LAWS(PVC)-1930-2-96

THIAGARAJA PILLAI Vs. APPAVOO PILLAI

Decided On February 17, 1930
THIAGARAJA PILLAI Appellant
V/S
APPAVOO PILLAI Respondents

JUDGEMENT

(1.) There were four items of property each belonging to a different person. The suit properties were adjacent to those four items and the four persons mentioned above owned them as tenants-in-common. In execution of a decree passed against one of the four men whom I shall call C, defendant 1 purchased the items covered by the suit in 1899., At that time C, as I have said, was only one of the four proprietors who owned the items as tenants-in-common. But as the lower Courts have rightly held, what defendant 1 purported to purchase was not merely the one-fourth share of C, but the items as a whole. The plaintiff files this suit on the strength of a sale deed executed in his favour in 1923 by another co-tenant whom I shall call F. The plaintiff's case is that he is entitled to recover from defendant 1 the one-fourth share which he (the plaintiff) purchased from F. The lower Courts have rejected the plaintiff's claim. The question is whether defendant 1 has acquired title to the suit plots by adverse possession.

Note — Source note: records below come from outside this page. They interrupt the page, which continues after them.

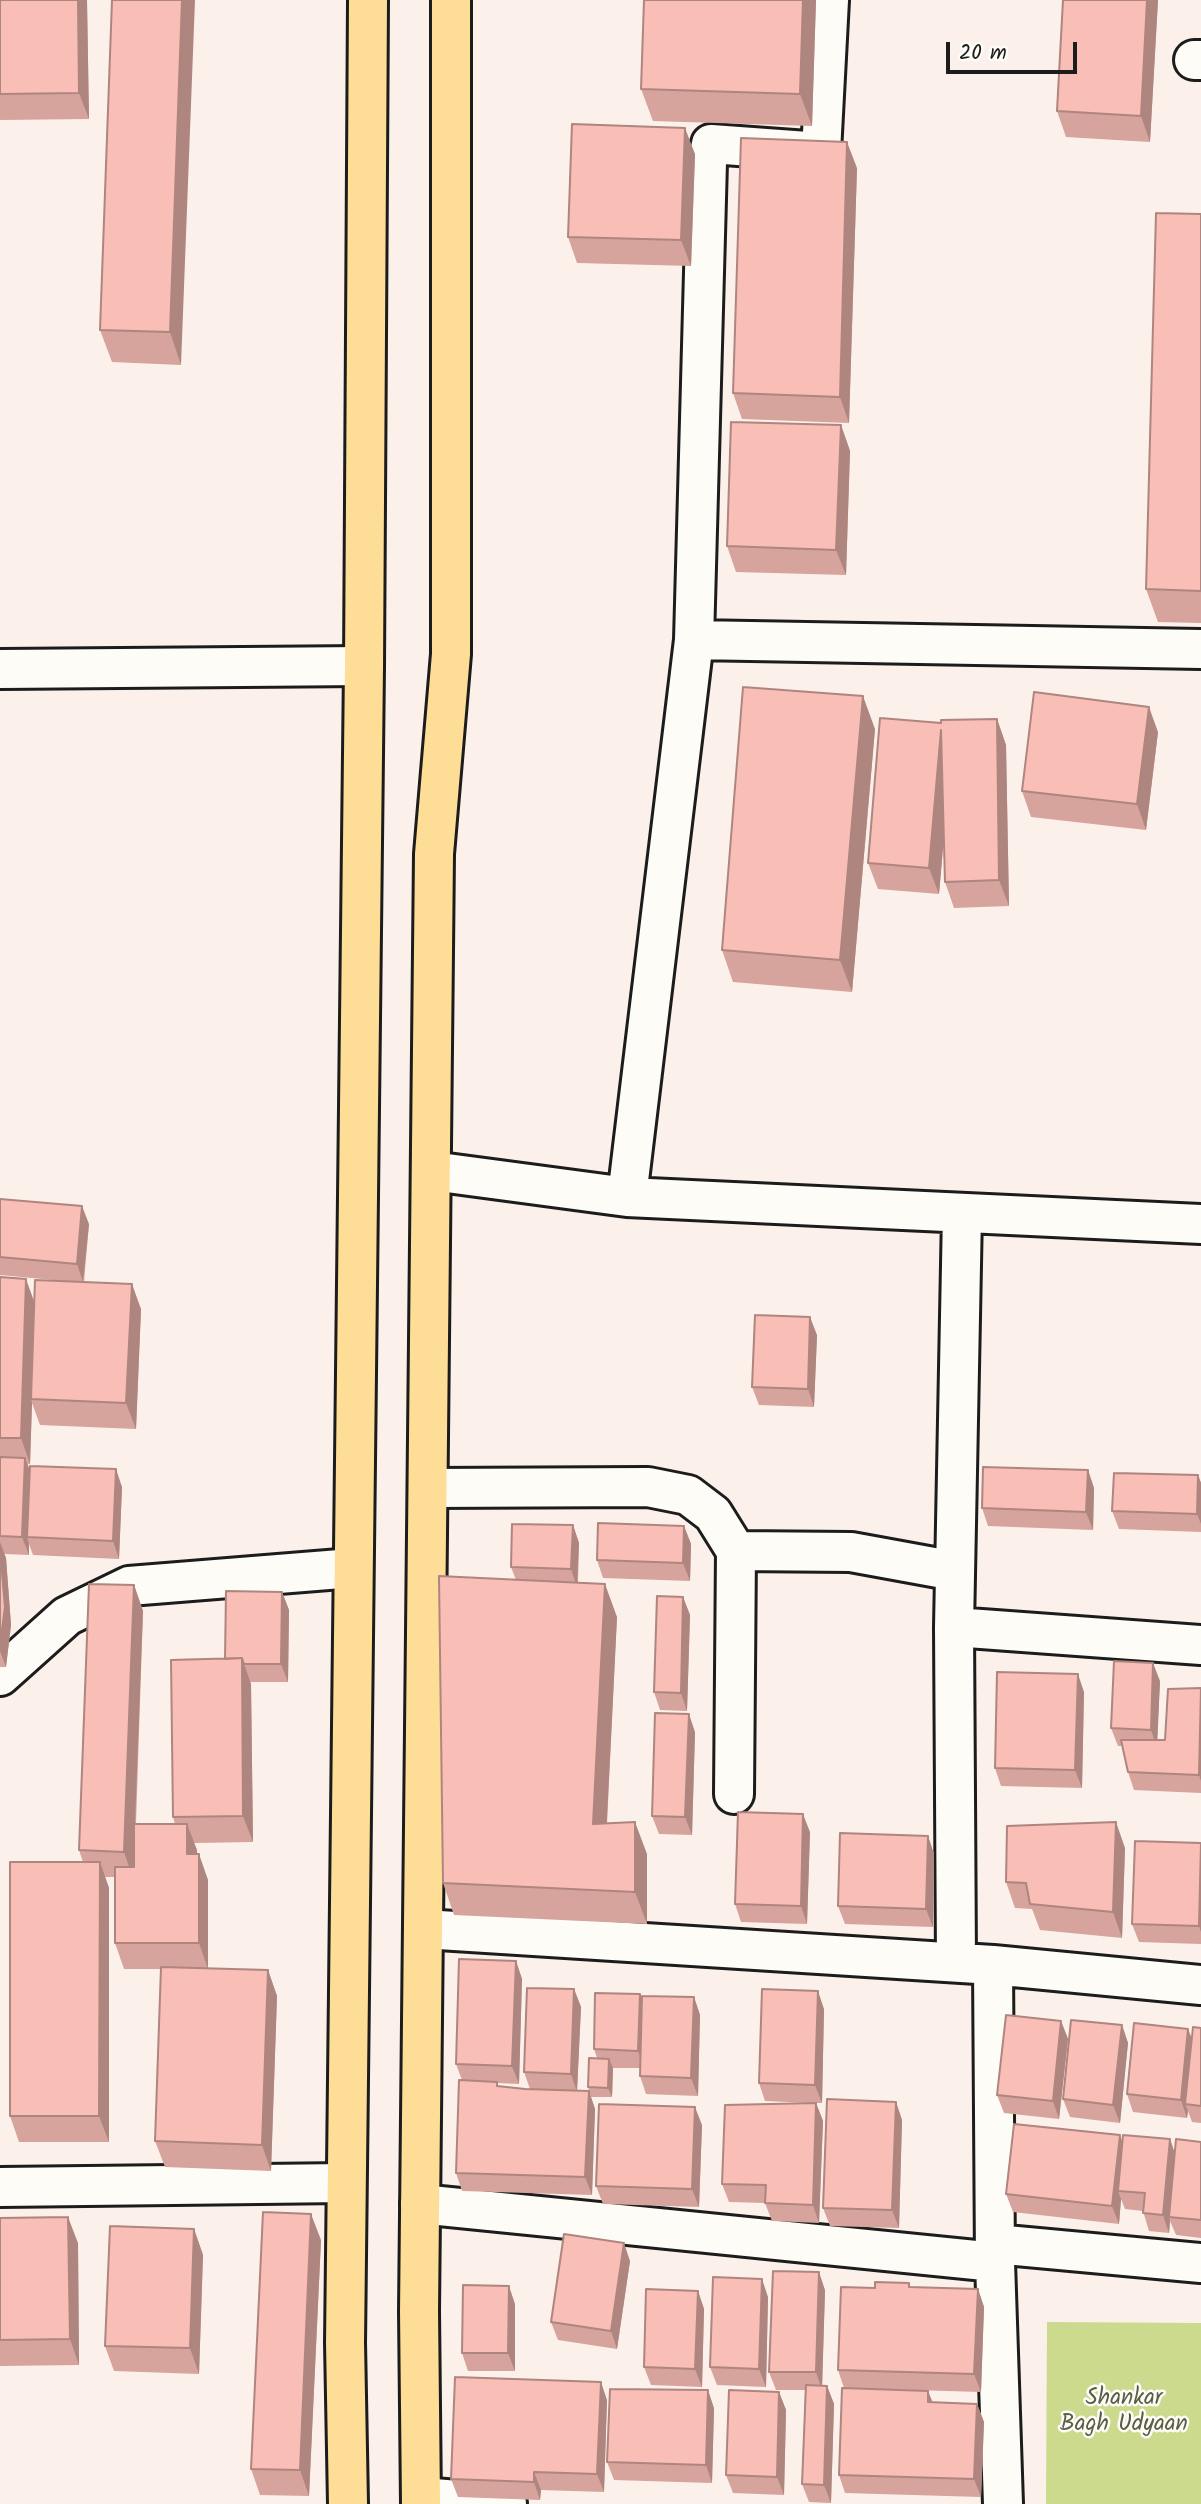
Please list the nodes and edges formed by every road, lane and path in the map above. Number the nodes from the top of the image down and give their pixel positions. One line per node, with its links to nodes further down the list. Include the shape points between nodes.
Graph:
1 (368, 0): 6 (main road)
2 (451, 0): 8 (main road, via 451,654 434,854)
3 (829, 0): 4 (street, via 821,152 711,144 707,162)
4 (694, 640): 5 (street); 9 (street)
5 (1201, 649)
6 (364, 666): 7 (street); 14 (main road)
7 (0, 669)
8 (432, 1171): 9 (street); 12 (main road)
9 (627, 1197): 10 (street)
10 (962, 1213): 11 (street); 15 (street)
11 (1201, 1224)
12 (428, 1489): 13 (street, via 648,1487 688,1495 713,1514); 20 (main road)
13 (736, 1551): 15 (street, via 851,1552); 19 (street)
14 (354, 1568): 18 (street, via 129,1586 67,1616); 24 (main road)
15 (955, 1572): 16 (street)
16 (954, 1627): 17 (street); 21 (street)
17 (1201, 1645)
18 (0, 1676)
19 (734, 1794)
20 (423, 1929): 21 (street); 26 (main road)
21 (956, 1962): 22 (street)
22 (993, 1965): 23 (street); 27 (street)
23 (1201, 1985)
24 (346, 2183): 25 (street); 30 (main road)
25 (0, 2187)
26 (420, 2204): 27 (street); 29 (main road)
27 (995, 2253): 28 (street); 32 (street)
28 (1201, 2263)
29 (421, 2501): 31 (street)
30 (348, 2504)
31 (507, 2504)
32 (1003, 2504)

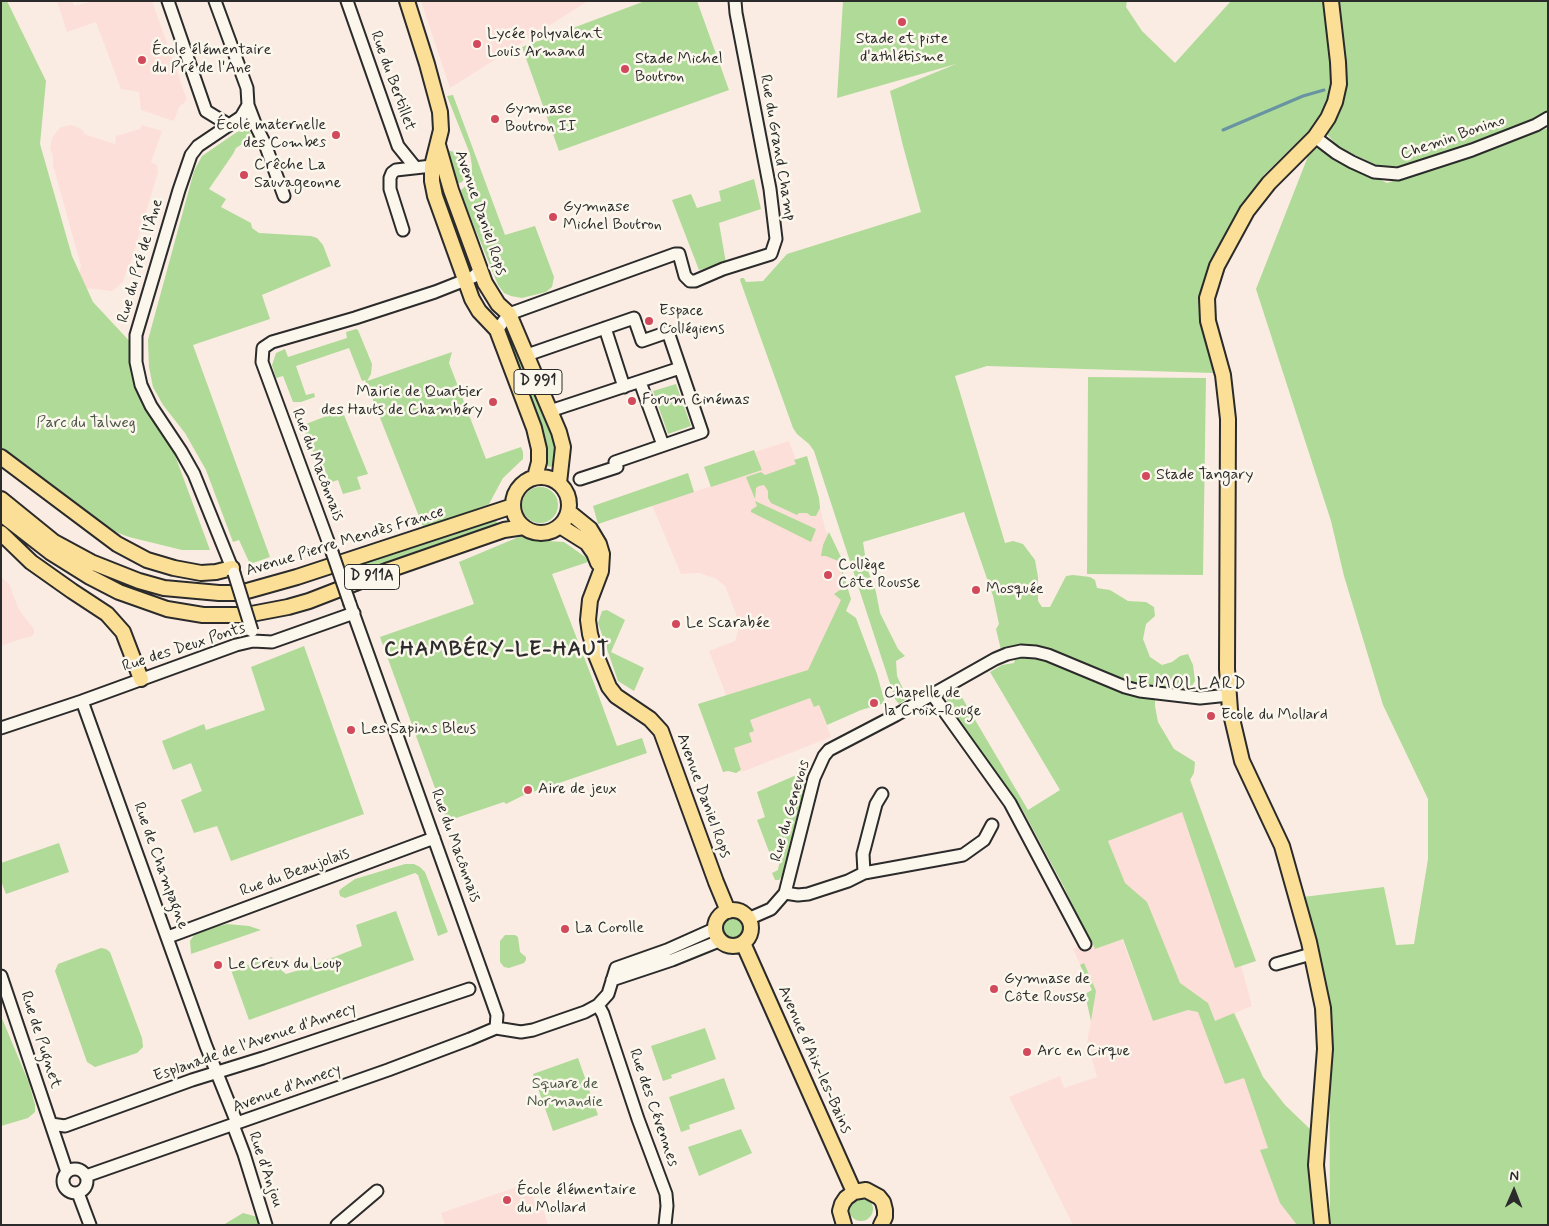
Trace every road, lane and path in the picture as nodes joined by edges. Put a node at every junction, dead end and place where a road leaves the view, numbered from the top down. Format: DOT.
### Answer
graph roads {
  1 [pos="168,1"];
  2 [pos="215,1"];
  3 [pos="347,1"];
  4 [pos="407,1"];
  5 [pos="736,1"];
  6 [pos="1331,1"];
  7 [pos="248,104"];
  8 [pos="1548,118"];
  9 [pos="229,125"];
  10 [pos="1315,137"];
  11 [pos="438,145"];
  12 [pos="432,166"];
  13 [pos="415,167"];
  14 [pos="284,196"];
  15 [pos="403,230"];
  16 [pos="480,271"];
  17 [pos="465,280"];
  18 [pos="509,314"];
  19 [pos="605,328"];
  20 [pos="497,330"];
  21 [pos="527,355"];
  22 [pos="680,368"];
  23 [pos="640,382"];
  24 [pos="624,387"];
  25 [pos="550,411"];
  26 [pos="663,445"];
  27 [pos="1,457"];
  28 [pos="535,477"];
  29 [pos="580,479"];
  30 [pos="559,483"];
  31 [pos="1,499"];
  32 [pos="513,506"];
  33 [pos="568,512"];
  34 [pos="1,514"];
  35 [pos="560,526"];
  36 [pos="524,527"];
  37 [pos="1,533"];
  38 [pos="233,570"];
  39 [pos="601,571"];
  40 [pos="352,608"];
  41 [pos="253,636"];
  42 [pos="142,679"];
  43 [pos="932,694"];
  44 [pos="1229,695"];
  45 [pos="82,701"];
  46 [pos="1,728"];
  47 [pos="882,794"];
  48 [pos="992,825"];
  49 [pos="434,838"];
  50 [pos="864,873"];
  51 [pos="785,893"];
  52 [pos="728,911"];
  53 [pos="748,919"];
  54 [pos="717,935"];
  55 [pos="168,937"];
  56 [pos="743,944"];
  57 [pos="1084,944"];
  58 [pos="1311,954"];
  59 [pos="1276,964"];
  60 [pos="1,976"];
  61 [pos="469,989"];
  62 [pos="598,1005"];
  63 [pos="496,1028"];
  64 [pos="217,1072"];
  65 [pos="49,1120"];
  66 [pos="235,1124"];
  67 [pos="67,1172"];
  68 [pos="86,1176"];
  69 [pos="377,1191"];
  70 [pos="854,1192"];
  71 [pos="78,1193"];
  72 [pos="843,1224"];
  73 [pos="882,1224"];
  74 [pos="90,1225"];
  75 [pos="266,1225"];
  76 [pos="337,1225"];
  77 [pos="666,1225"];
  78 [pos="1322,1225"];
  1 -- 9 [label="street"];
  2 -- 7 [label="street"];
  3 -- 13 [label="street, Rue du Bertillet"];
  4 -- 11 [label="main road, Avenue Daniel Rops / D 991"];
  5 -- 18 [label="street, Rue du Grand Champ"];
  6 -- 10 [label="main road"];
  7 -- 9 [label="street, Rue du Pré de l'Âne"];
  7 -- 14 [label="street"];
  8 -- 10 [label="street, Chemin Bonino"];
  9 -- 38 [label="street, Rue du Pré de l'Âne"];
  10 -- 44 [label="main road"];
  11 -- 12 [label="main road, Avenue Daniel Rops / D 991"];
  11 -- 16 [label="main road, Avenue Daniel Rops / D 991"];
  12 -- 13 [label="street"];
  12 -- 17 [label="main road, Avenue Daniel Rops / D 991"];
  13 -- 15 [label="street"];
  16 -- 17 [label="street"];
  16 -- 18 [label="main road, Avenue Daniel Rops / D 991"];
  17 -- 20 [label="main road, Avenue Daniel Rops / D 991"];
  17 -- 40 [label="street, Rue du Macônnais, bridge"];
  18 -- 20 [label="street"];
  18 -- 21 [label="main road, Avenue Daniel Rops / D 991"];
  19 -- 21 [label="street"];
  19 -- 22 [label="street"];
  19 -- 24 [label="street"];
  20 -- 28 [label="main road, Avenue Daniel Rops / D 991"];
  21 -- 25 [label="main road, Avenue Daniel Rops / D 991"];
  22 -- 23 [label="street"];
  22 -- 26 [label="street"];
  23 -- 24 [label="street"];
  23 -- 26 [label="street"];
  24 -- 25 [label="street"];
  25 -- 30 [label="main road, Avenue Daniel Rops / D 991"];
  26 -- 29 [label="street"];
  27 -- 38 [label="main road"];
  28 -- 30 [label="main road"];
  28 -- 32 [label="main road"];
  30 -- 33 [label="main road"];
  31 -- 32 [label="main road, Avenue Pierre Mendès France / D 911A"];
  32 -- 36 [label="main road"];
  33 -- 35 [label="main road"];
  33 -- 39 [label="main road, Avenue Daniel Rops"];
  34 -- 36 [label="main road, D 911A"];
  35 -- 36 [label="main road"];
  35 -- 39 [label="main road"];
  37 -- 42 [label="main road"];
  38 -- 41 [label="street, Rue du Pré de l'Âne, bridge"];
  39 -- 52 [label="main road, Avenue Daniel Rops"];
  40 -- 41 [label="street, Rue des Deux Ponts"];
  40 -- 49 [label="street, Rue du Macônnais"];
  41 -- 42 [label="street, Rue des Deux Ponts"];
  42 -- 45 [label="street, Rue des Deux Ponts"];
  43 -- 44 [label="street, Rue du Genevois"];
  43 -- 51 [label="street, Rue du Genevois"];
  43 -- 57 [label="street"];
  44 -- 58 [label="main road"];
  45 -- 46 [label="street"];
  45 -- 55 [label="street, Rue de Champagne"];
  47 -- 50 [label="street"];
  48 -- 50 [label="street"];
  49 -- 55 [label="street, Rue du Beaujolais"];
  49 -- 63 [label="street, Rue du Macônnais"];
  50 -- 51 [label="street"];
  51 -- 53 [label="street"];
  52 -- 53 [label="main road"];
  52 -- 54 [label="main road"];
  53 -- 56 [label="main road"];
  54 -- 56 [label="main road"];
  54 -- 62 [label="street"];
  55 -- 64 [label="street, Rue de Champagne"];
  56 -- 70 [label="main road, Avenue d'Aix-les-Bains"];
  58 -- 59 [label="street"];
  58 -- 78 [label="main road"];
  60 -- 65 [label="street, Rue de Pugnet"];
  61 -- 64 [label="street, Esplanade de l'Avenue d'Annecy"];
  62 -- 63 [label="street"];
  62 -- 77 [label="street, Rue des Cévennes"];
  63 -- 66 [label="street, Avenue d'Annecy"];
  64 -- 65 [label="street, Esplanade de l'Avenue d'Annecy"];
  64 -- 66 [label="street, Rue de Champagne"];
  65 -- 67 [label="street"];
  66 -- 68 [label="street, Avenue d'Annecy"];
  66 -- 75 [label="street, Rue d'Anjou"];
  67 -- 68 [label="street"];
  67 -- 71 [label="street"];
  68 -- 71 [label="street"];
  69 -- 76 [label="street"];
  70 -- 72 [label="main road"];
  70 -- 73 [label="main road"];
  71 -- 74 [label="street"];
}
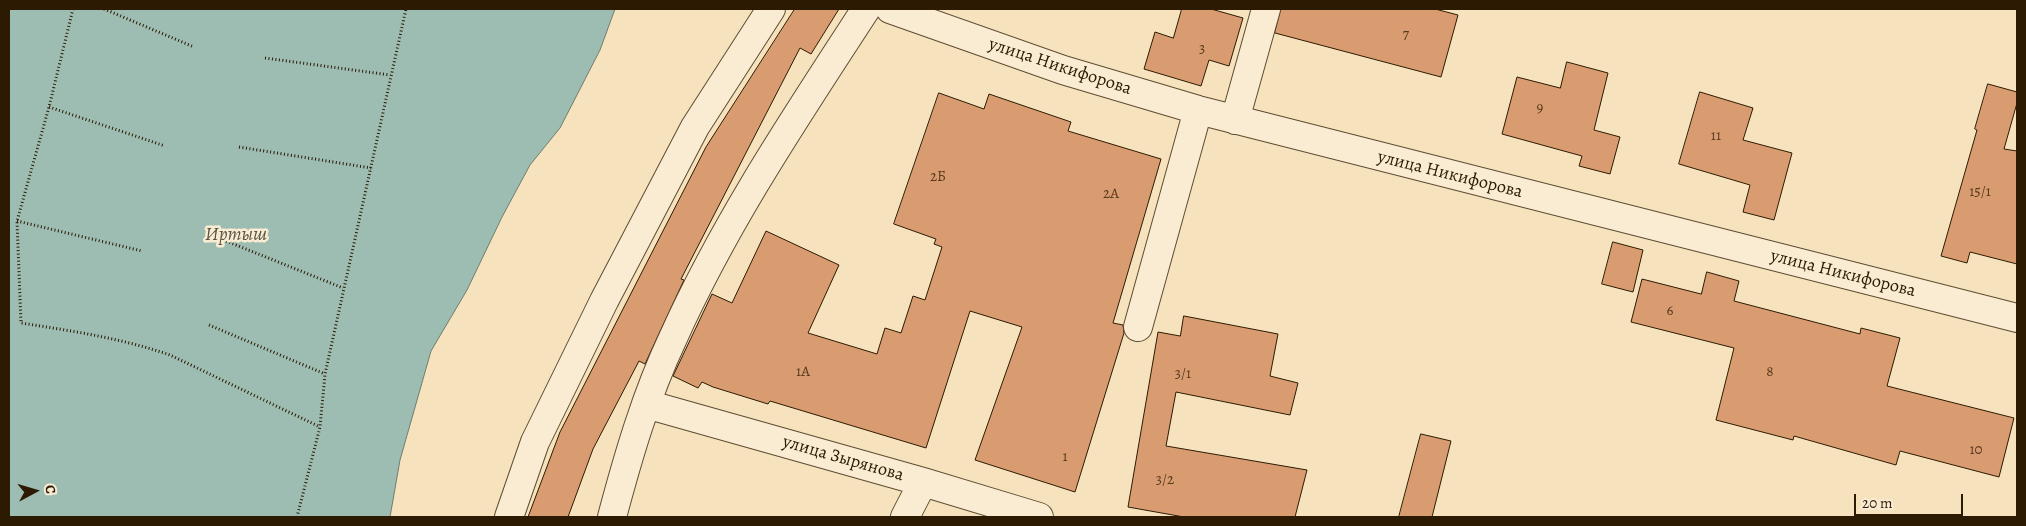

(2.) When one of the co-owners does any act, the law will not presume that it was done in exercise of ownership adversely to the other co-owners, the reason being " possession is never considered adverse if it can be referred to a lawful title :" see Thomas V/s. Thomas [1856] 2 K.&J. 79 at p. 83, cited in Corea V/s. Appuhamy [1912] A.C. 230. The result is that those acts which, in the case of a stranger, would amount to assertion of a hostile title, would not be, in the case of a co-tenant, acts of dispossession; for, in his case, they are susceptible of explanation consistent with his recognizing the rights of the other co-owners. The possession then by one co-owner being in law prima facie the possession of all, he cannot put an end to that possession by any secret intention in his mind. As Lord Macnaughten observes in the case already quoted, Corea V/s. Appuhamy [1912] A.C. 230: " nothing short of ouster or something equivalent to ouster could bring about that result."

(3.) The following passage from the judgment in Jogendra Nath Rai V/s. Baldeo Das [1908] 35 Cal. 981 brings out this point very clearly: A co-tenant will not be permitted to claim the protection of the statute of limitation unless it clearly appears that he has repudiated the title of his co-tenant and is holding adversely to him; it must further he established that the fact of adverse holding was brought home to the co-owner either by information to that effect given by the tenant-in-common as; sorting the adverse right, or there must be outward acts of exclusive ownership of such a nature, as to give notice to the co-tenant that an adverse possession and disseisin are intended to be asserted.